Não havia nenhum sinal de André por ali, muito menos que a casa havia sido invadida. Tudo parecia estar em seu devido lugar, inclusive minhas coisas.
Um banho rápido depois e vestida em roupas limpas, já estava pronta para uma noite agitada de trabalho.
No ponto de ônibus, não consigo não olhar para os lados, ainda impactada com as palavras de Átila. Mas só foi o ônibus chegar, que me senti um pouco segura.
Entretanto, minha sensação de paz sumiu, dando lugar a apreensão, quando via o ônibus parar em todo ponto e alguém hesitava alguns segundos para subir. Começava a imaginar que alguém poderia entrar de repente atirando e matando todos que estivessem pela frente, inclusive eu, que deveria ser o alvo ali.
Engulo em seco, percebendo que estava suando, apenas quando passei a mão sem pensar pelo rosto.
Minutos depois, desço do ônibus e ando em direção da boate, cumprimentando alguns colegas assim que me aproximo do local.
Rodrigo já estava no bar, organizando algumas taças.
- Chegou cedo - Comento, me aproximando.
- Oi - Ele dá um meio sorriso, parando o que estava fazendo - Como você está?
- Eu? - Faço uma pausa, lembrando da quase desculpa esfarrapada que usei para não ir trabalhar - Melhorando.
- Tem certeza? Ainda dá tempo de ir na farmácia.
- Tô bem - digo com a voz firme - Sério. Pronta para trabalhar.
As horas seguintes pareciam tudo dentro da normalidade. As pessoas chegavam aos poucos, pediam seus drinks, dançavam, sorriam.

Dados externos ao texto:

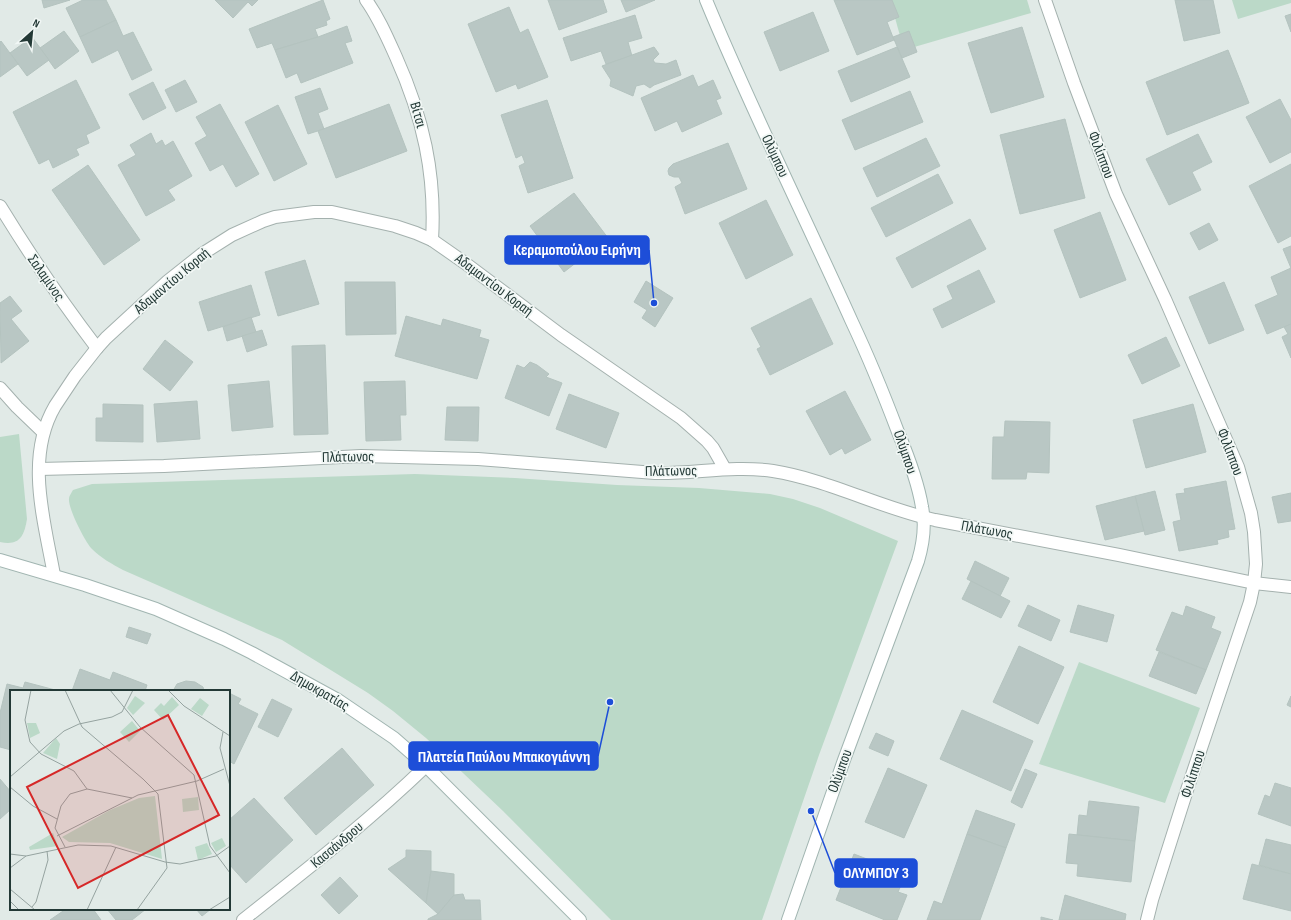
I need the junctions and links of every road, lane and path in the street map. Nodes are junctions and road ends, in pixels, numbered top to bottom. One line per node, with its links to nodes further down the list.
1 (366, 0): 5 (street, Βίτσι)
2 (706, 0): 11 (street, Ολύμπου)
3 (1045, 0): 14 (street, Φιλίππου)
4 (0, 206): 6 (street, Σαλαμίνος)
5 (432, 240): 6 (street, Αδαμαντίου Κοραή); 10 (street, Αδαμαντίου Κοραή)
6 (97, 348): 8 (street, Αδαμαντίου Κοραή)
7 (0, 388): 8 (street)
8 (43, 432): 9 (street, Αδαμαντίου Κοραή)
9 (38, 469): 10 (street, Πλάτωνος); 13 (street, Αδαμαντίου Κοραή)
10 (725, 469): 11 (street, Πλάτωνος)
11 (924, 518): 14 (street, Πλάτωνος); 19 (street, Ολύμπου)
12 (0, 560): 13 (street, Δημοκρατίας)
13 (54, 575): 16 (street, Δημοκρατίας)
14 (1254, 583): 15 (street, Πλάτωνος); 20 (street, Φιλίππου)
15 (1291, 587)
16 (426, 766): 17 (street, Κασσάνδρου); 18 (street, Δημοκρατίας)
17 (243, 920)
18 (580, 920)
19 (788, 920)
20 (1147, 920)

Era bom ver a felicidade das pessoas e melhor ainda, estar num ambiente que emanava bem estar.
Mesmo em meio a tantas pessoas, sempre alguém parecia não se encaixar. Pessoas que íam a boate, se vestiam para ir numa boate mas, sempre havia alguns que não íam vestidos para uma boate.
Foi o caso de dois homens.
Mesmo ocupada com os drinks e atendendo pessoas, os notei em meio as pessoas. Se destacavam facilmente com roupas um pouco simples para a ocasião.
Mas era algo que costumava acontecer, então voltei para meu trabalho, entregando o drink que havia acabado de fazer.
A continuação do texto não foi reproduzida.